Além dos aspectos ambientais, o Cerrado tem grande importância
social. Muitas populações sobrevivem de seus recursos naturais, incluindo
etnias indígenas, quilombolas, geraizeiros, ribeirinhos, babaçueiras,
vazanteiros e comunidades quilombolas que, juntas, fazem parte do patrimônio
histórico e cultural brasileiro, e detêm um conhecimento tradicional de sua
biodiversidade. Mais de 220 espécies têm uso medicinal e mais 416 podem ser
usadas na recuperação de solos degradados, como barreiras contra o vento,
proteção contra a erosão, ou para criar habitat de predadores naturais de
pragas. Mais de 10 tipos de frutos comestíveis são regularmente consumidos pela
população local e vendidos nos centros urbanos, como os frutos do Pequi
(Caryocar brasiliense), Buriti (Mauritia flexuosa), Mangaba (Hancornia
speciosa), Cagaita (Eugenia dysenterica), Bacupari (Salacia crassifolia),
Cajuzinho do cerrado (Anacardium humile), Araticum (Annona crassifolia) e as
sementes do Barú (Dipteryx alata).
Contudo, inúmeras espécies de plantas e animais correm risco de
extinção. Estima-se que 20% das espécies nativas e endêmicas já não ocorram em
áreas protegidas e que pelo menos 137 espécies de animais que ocorrem no
Cerrado estão ameaçadas de extinção. Depois da Mata Atlântica, o Cerrado é o
bioma brasileiro que mais sofreu alterações com a ocupação humana. Com a
crescente pressão para a abertura de novas áreas, visando incrementar a
produção de carne e grãos para exportação, tem havido um progressivo
esgotamento dos recursos naturais da região. Nas três últimas décadas, o
Cerrado vem sendo degradado pela expansão da fronteira agrícola brasileira.

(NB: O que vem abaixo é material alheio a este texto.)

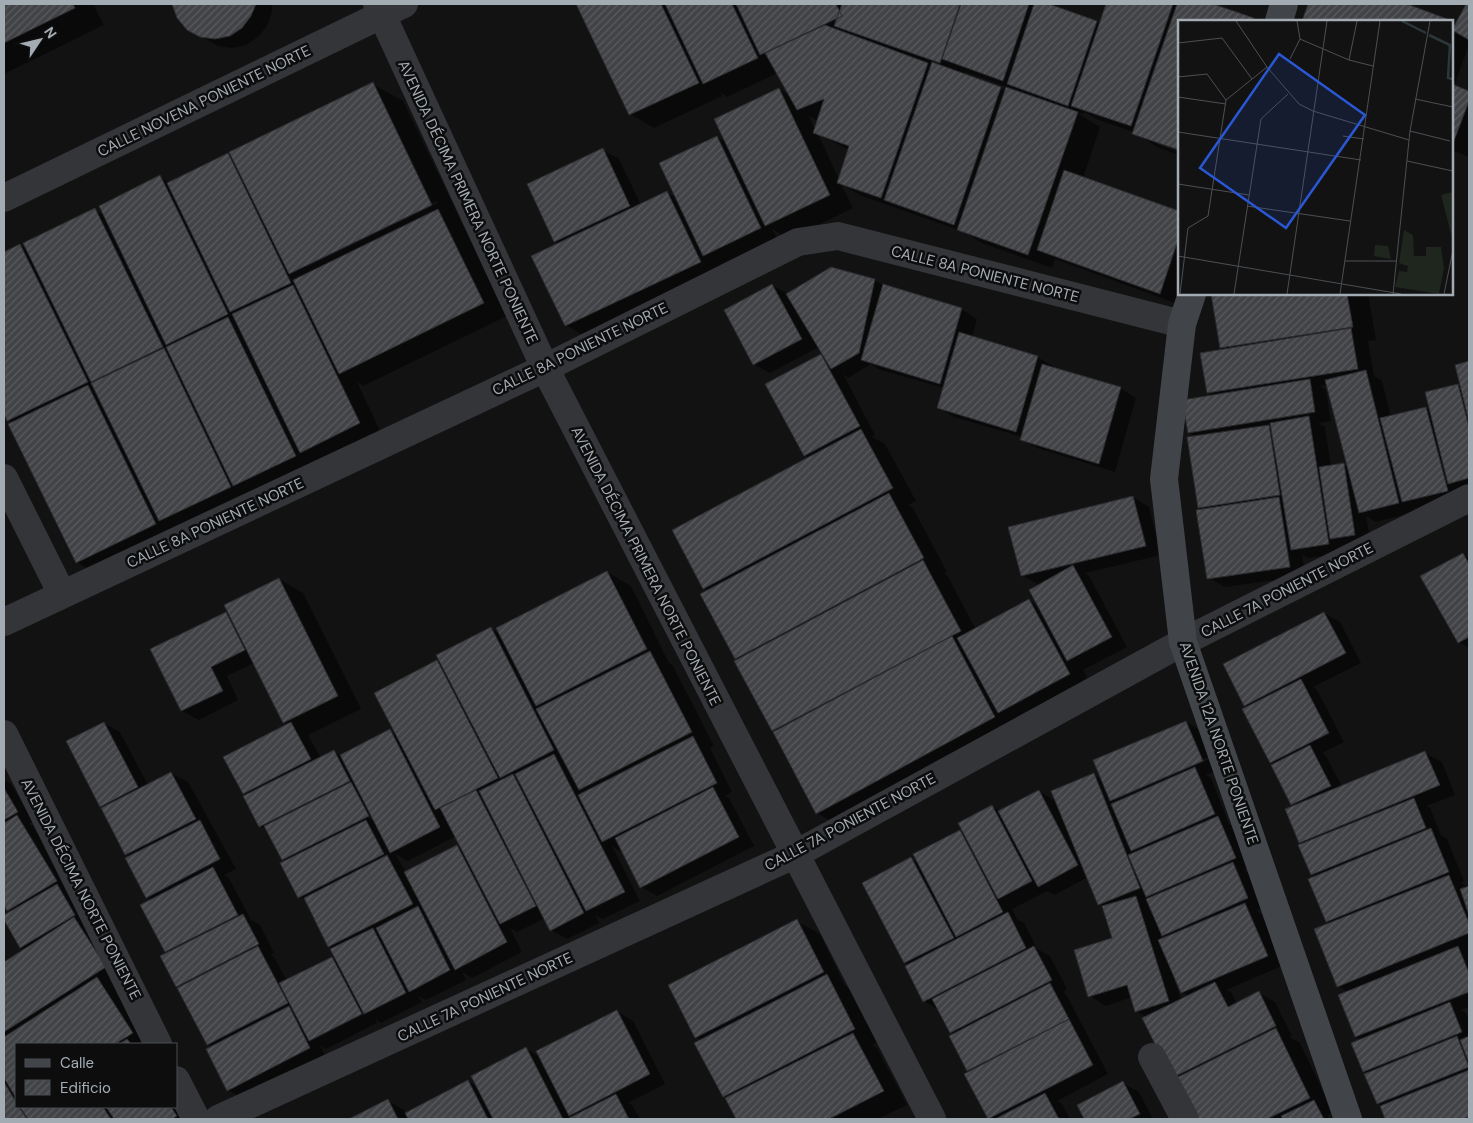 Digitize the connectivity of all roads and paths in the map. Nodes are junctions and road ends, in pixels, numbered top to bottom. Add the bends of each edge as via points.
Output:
1 (1284, 4) edge
2 (388, 8) edge
3 (1279, 20) edge
4 (4, 198) edge
5 (1192, 295) edge
6 (1182, 324) junction
7 (545, 368) junction
8 (4, 478) edge
9 (1469, 498) edge
10 (62, 594) junction
11 (4, 622) edge
12 (1183, 642) junction
13 (4, 734) edge
14 (794, 854) junction
15 (158, 1043) edge
16 (1152, 1057) dead end
17 (178, 1084) edge
18 (196, 1119) edge
19 (218, 1119) edge
20 (932, 1119) edge
21 (1185, 1119) edge
22 (1348, 1119) edge

1 - 3 street
2 - 4 street, CALLE NOVENA PONIENTE NORTE
2 - 7 street, AVENIDA DÉCIMA PRIMERA NORTE PONIENTE
5 - 6 street, AVENIDA 12A NORTE PONIENTE
6 - 7 street, CALLE 8A PONIENTE NORTE via 838,236 798,242
6 - 12 street, AVENIDA 12A NORTE PONIENTE via 1164,479
7 - 10 street, CALLE 8A PONIENTE NORTE
7 - 14 street, AVENIDA DÉCIMA PRIMERA NORTE PONIENTE
8 - 10 street
9 - 12 street, CALLE 7A PONIENTE NORTE
10 - 11 street, CALLE 8A PONIENTE NORTE
12 - 14 street, CALLE 7A PONIENTE NORTE
12 - 22 street, AVENIDA 12A NORTE PONIENTE
13 - 15 street, AVENIDA DÉCIMA NORTE PONIENTE
14 - 19 street, CALLE 7A PONIENTE NORTE
14 - 20 street, AVENIDA DÉCIMA PRIMERA NORTE PONIENTE
16 - 21 street
17 - 18 street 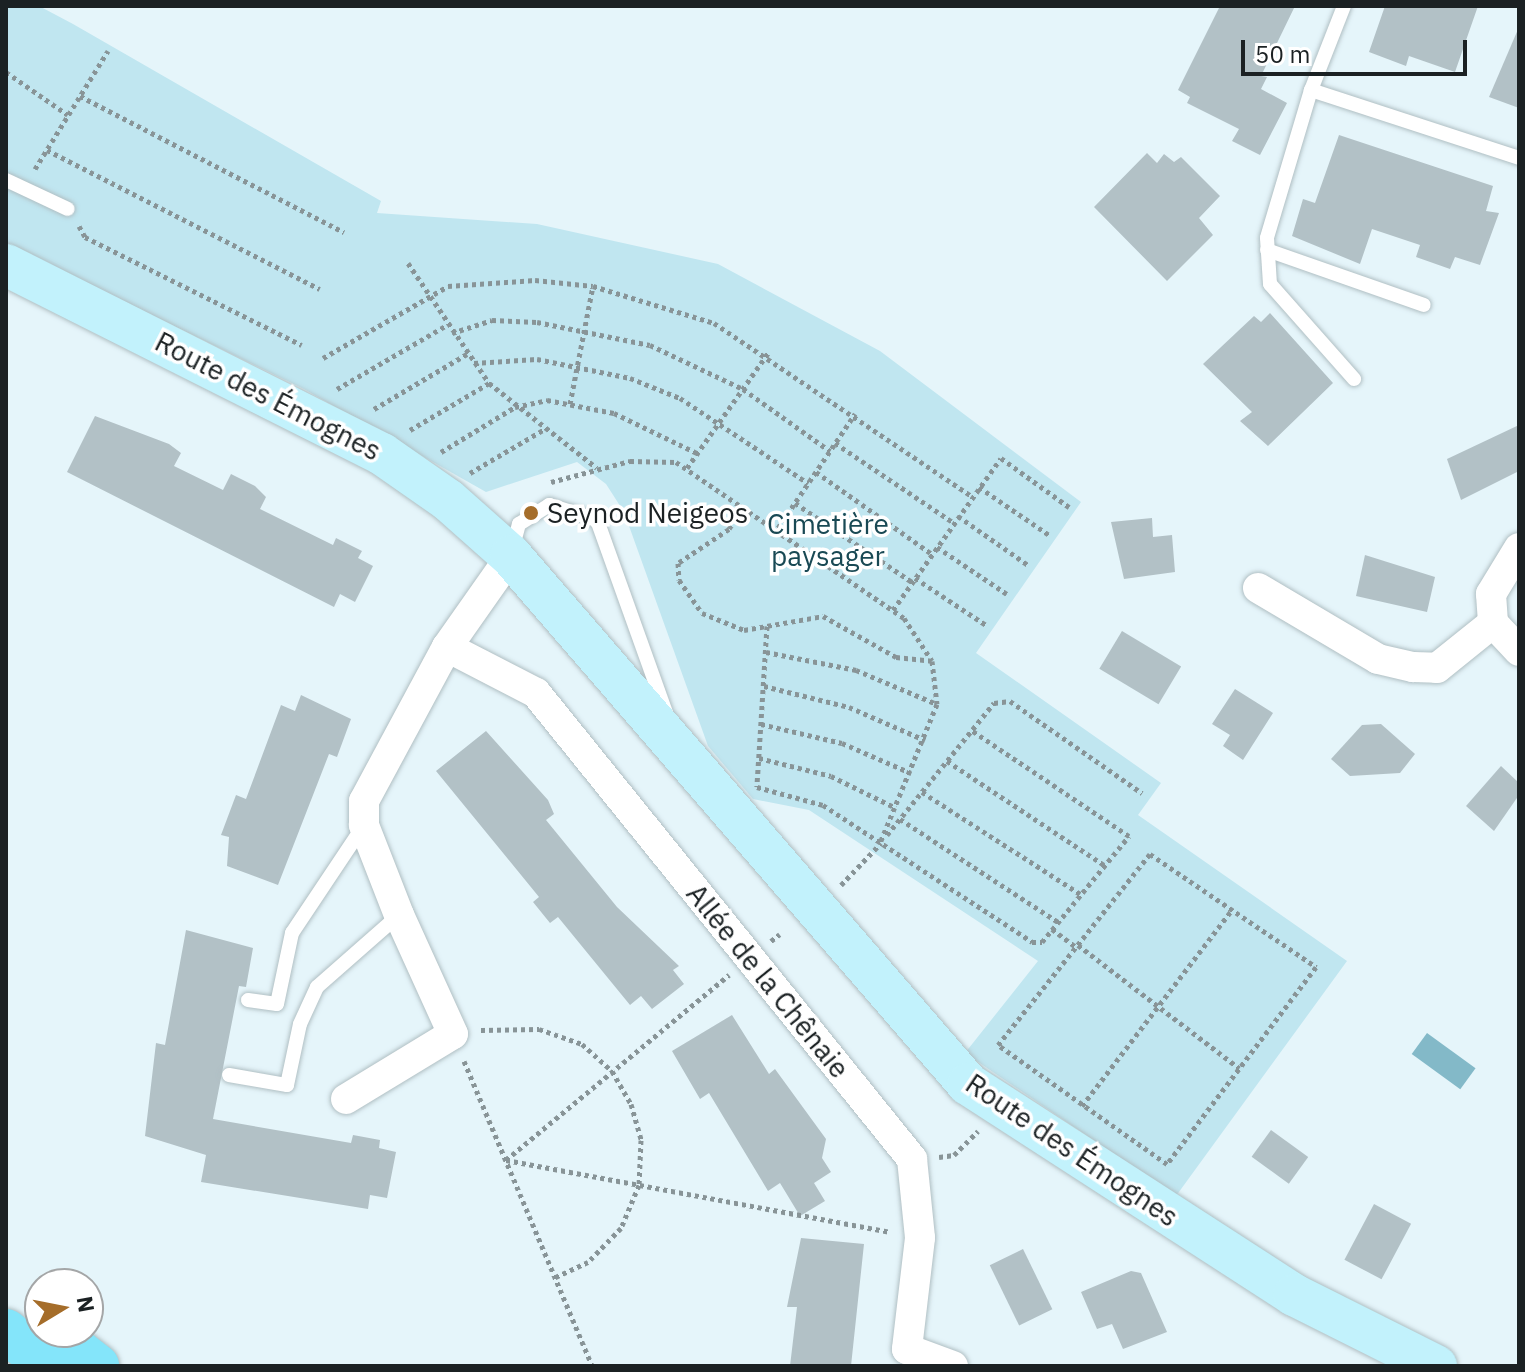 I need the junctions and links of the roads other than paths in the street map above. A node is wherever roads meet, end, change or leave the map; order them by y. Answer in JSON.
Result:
{"nodes":[{"id":1,"x":1344,"y":6,"type":"edge"},
{"id":2,"x":1311,"y":90,"type":"junction"},
{"id":3,"x":1519,"y":158,"type":"edge"},
{"id":4,"x":6,"y":180,"type":"edge"},
{"id":5,"x":68,"y":209,"type":"road end"},
{"id":6,"x":1267,"y":250,"type":"junction"},
{"id":7,"x":6,"y":265,"type":"edge"},
{"id":8,"x":1424,"y":305,"type":"dead end"},
{"id":9,"x":1354,"y":379,"type":"dead end"},
{"id":10,"x":1519,"y":548,"type":"edge"},
{"id":11,"x":511,"y":556,"type":"junction"},
{"id":12,"x":1258,"y":588,"type":"dead end"},
{"id":13,"x":1493,"y":623,"type":"junction"},
{"id":14,"x":447,"y":647,"type":"junction"},
{"id":15,"x":1519,"y":651,"type":"edge"},
{"id":16,"x":677,"y":746,"type":"junction"},
{"id":17,"x":364,"y":825,"type":"junction"},
{"id":18,"x":399,"y":915,"type":"junction"},
{"id":19,"x":248,"y":1000,"type":"dead end"},
{"id":20,"x":229,"y":1075,"type":"dead end"},
{"id":21,"x":346,"y":1099,"type":"dead end"},
{"id":22,"x":6,"y":1301,"type":"edge"},
{"id":23,"x":24,"y":1312,"type":"edge"},
{"id":24,"x":6,"y":1331,"type":"edge"},
{"id":25,"x":74,"y":1348,"type":"edge"},
{"id":26,"x":906,"y":1358,"type":"edge"},
{"id":27,"x":48,"y":1366,"type":"edge"},
{"id":28,"x":97,"y":1366,"type":"edge"},
{"id":29,"x":953,"y":1366,"type":"edge"},
{"id":30,"x":1436,"y":1366,"type":"edge"}],
"edges":[{"from":1,"to":2,"type":"lane"},
{"from":2,"to":3,"type":"lane"},
{"from":2,"to":6,"type":"lane"},
{"from":4,"to":5,"type":"lane"},
{"from":6,"to":8,"type":"lane"},
{"from":6,"to":9,"type":"lane"},
{"from":7,"to":11,"type":"street","name":"Route des Émognes"},
{"from":10,"to":13,"type":"street"},
{"from":11,"to":14,"type":"street"},
{"from":11,"to":16,"type":"street","name":"Route des Émognes"},
{"from":11,"to":16,"type":"lane","name":"Route des Émognes"},
{"from":12,"to":13,"type":"street"},
{"from":13,"to":15,"type":"street"},
{"from":14,"to":17,"type":"street"},
{"from":14,"to":26,"type":"street","name":"Allée de la Chênaie"},
{"from":16,"to":30,"type":"street","name":"Route des Émognes"},
{"from":17,"to":18,"type":"street"},
{"from":17,"to":19,"type":"lane"},
{"from":18,"to":20,"type":"lane"},
{"from":18,"to":21,"type":"street"},
{"from":22,"to":23,"type":"main road"},
{"from":24,"to":27,"type":"main road"},
{"from":25,"to":28,"type":"main road"},
{"from":26,"to":29,"type":"street","name":"Allée de la Chênaie"}]} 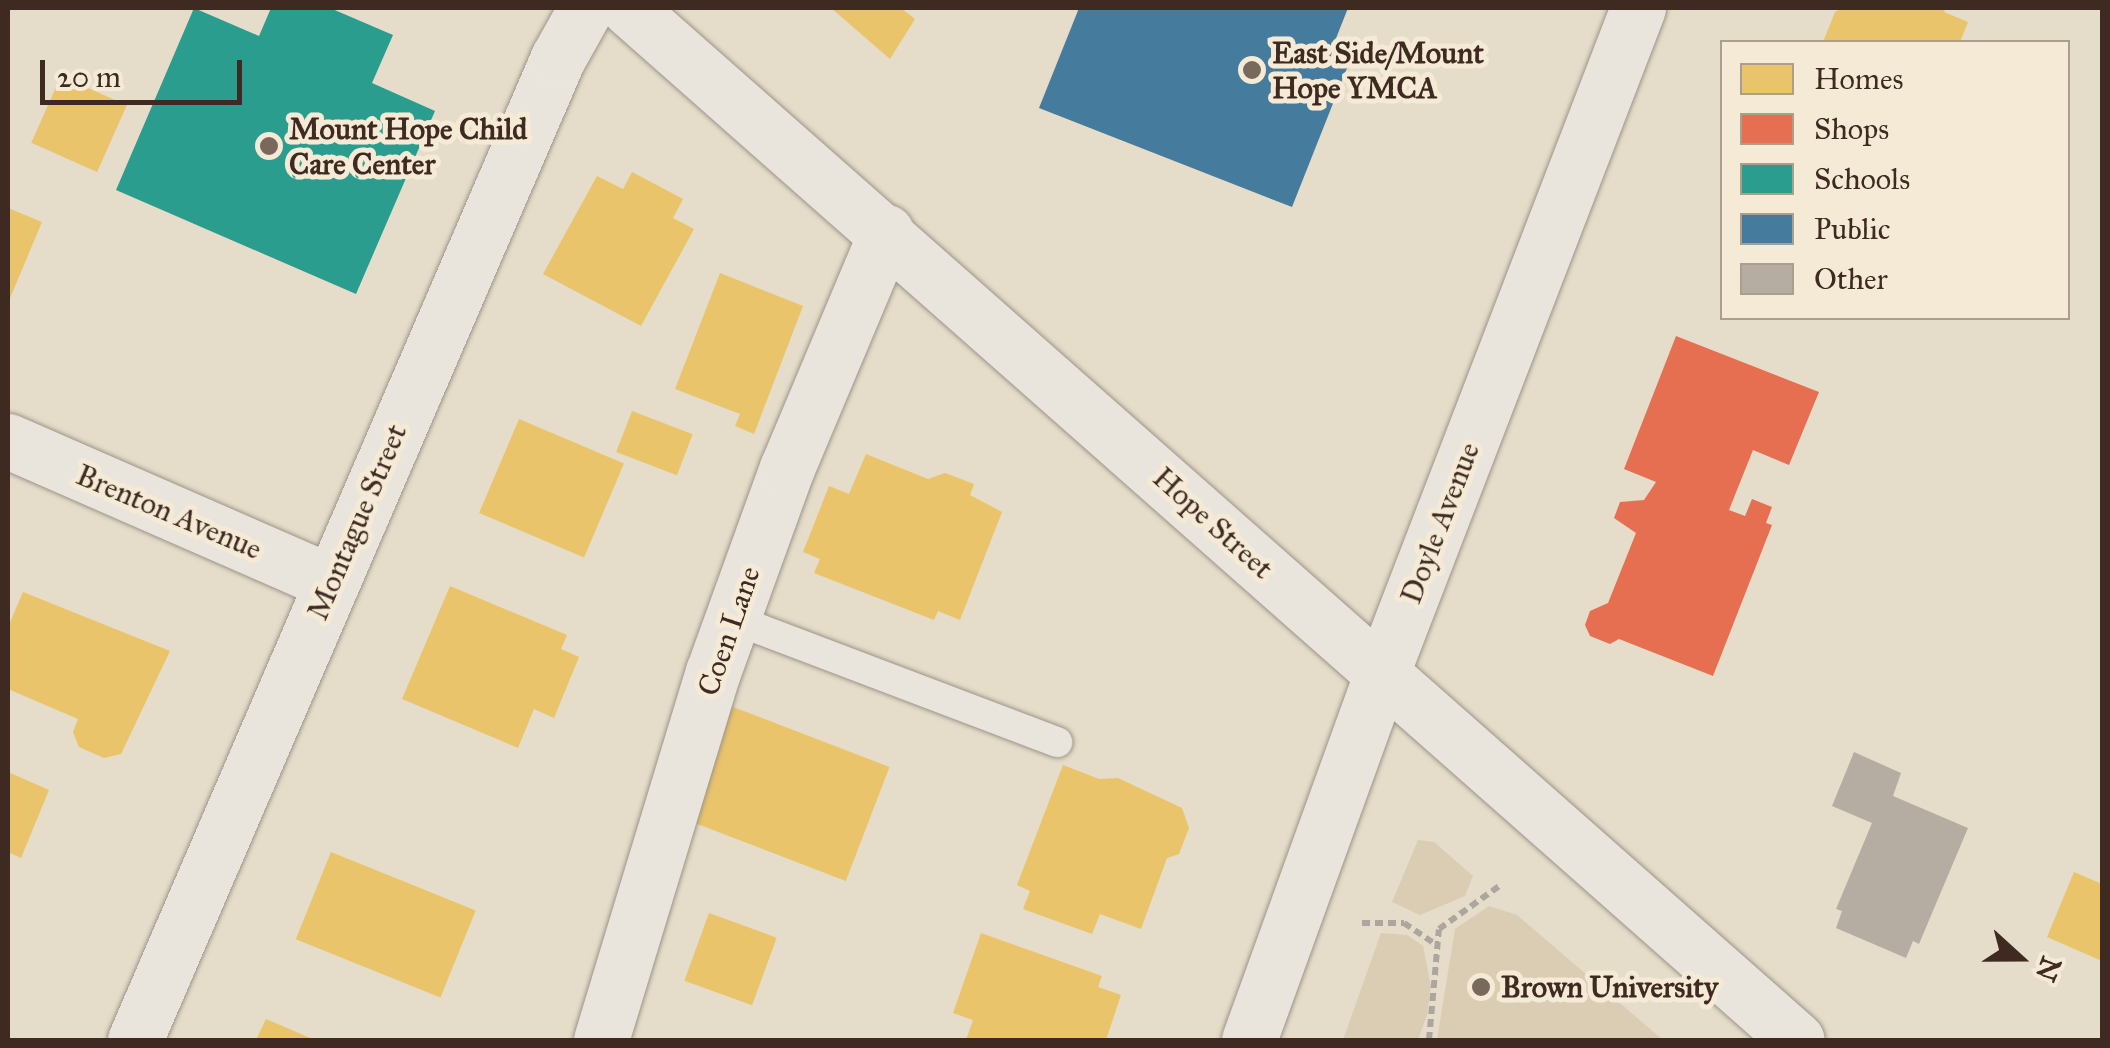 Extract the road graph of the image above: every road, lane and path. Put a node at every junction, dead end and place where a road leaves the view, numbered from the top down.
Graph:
1 (586, 8) edge
2 (628, 8) edge
3 (1638, 8) edge
4 (886, 232) junction
5 (8, 441) edge
6 (331, 582) junction
7 (732, 619) junction
8 (1382, 675) junction
9 (1057, 742) dead end
10 (1502, 884) dead end
11 (1362, 924) dead end
12 (1438, 946) junction
13 (135, 1040) edge
14 (601, 1040) edge
15 (1249, 1040) edge
16 (1429, 1040) edge
17 (1797, 1040) edge

1 - 6 street, Montague Street
2 - 4 street, Hope Street
3 - 8 street, Doyle Avenue
4 - 7 street, Coen Lane
4 - 8 street, Hope Street
5 - 6 street, Brenton Avenue
6 - 13 street, Montague Street
7 - 9 lane
7 - 14 street, Coen Lane
8 - 15 street, Doyle Avenue
8 - 17 street, Hope Street
10 - 12 path
11 - 12 path
12 - 16 path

Além disso, o bioma Cerrado é palco de uma exploração extremamente predatória
de seu material lenhoso para produção de carvão.
Apesar do reconhecimento de sua importância biológica, de todos
os hotspots mundiais, o Cerrado é o que possui a menor porcentagem de áreas
sobre proteção integral. O Bioma apresenta 8,21% de seu território legalmente
protegido por unidades de conservação; desse total, 2,85% são unidades de
conservação de proteção integral e 5,36% de unidades de conservação de uso
sustentável, incluindo RPPNs (0,07%).
Áreas
Prioritárias
A
revisão das áreas prioritárias para a conservação, uso sustentável e repartição
de benefícios da biodiversidade brasileira do Cerrado e Pantanal (Portaria MMA
n.º 09/2007) indicou 431 áreas prioritárias no Cerrado, das quais 181 já são
áreas protegidas (unidades de conservação e terras indígenas). Para 237 áreas
(489.312 km2) foi atribuída importância biológica extremamente alta.
A
ação prioritária indicada com maior frequência foram os inventários biológicos,
apontando que apesar de ter sido produzido um volume expressivo de conhecimento
científico a respeito da biodiversidade do Cerrado nos últimos anos, ainda são
necessários investimentos em pesquisa a respeito da biodiversidade, bem como
estudos sócio-antropológicos na região. Em seguida foram indicadas as ações de
recuperação de áreas degradadas uma resposta à redução na biodiversidade em
áreas monde houve significativa perda de habitat, e educação ambiental.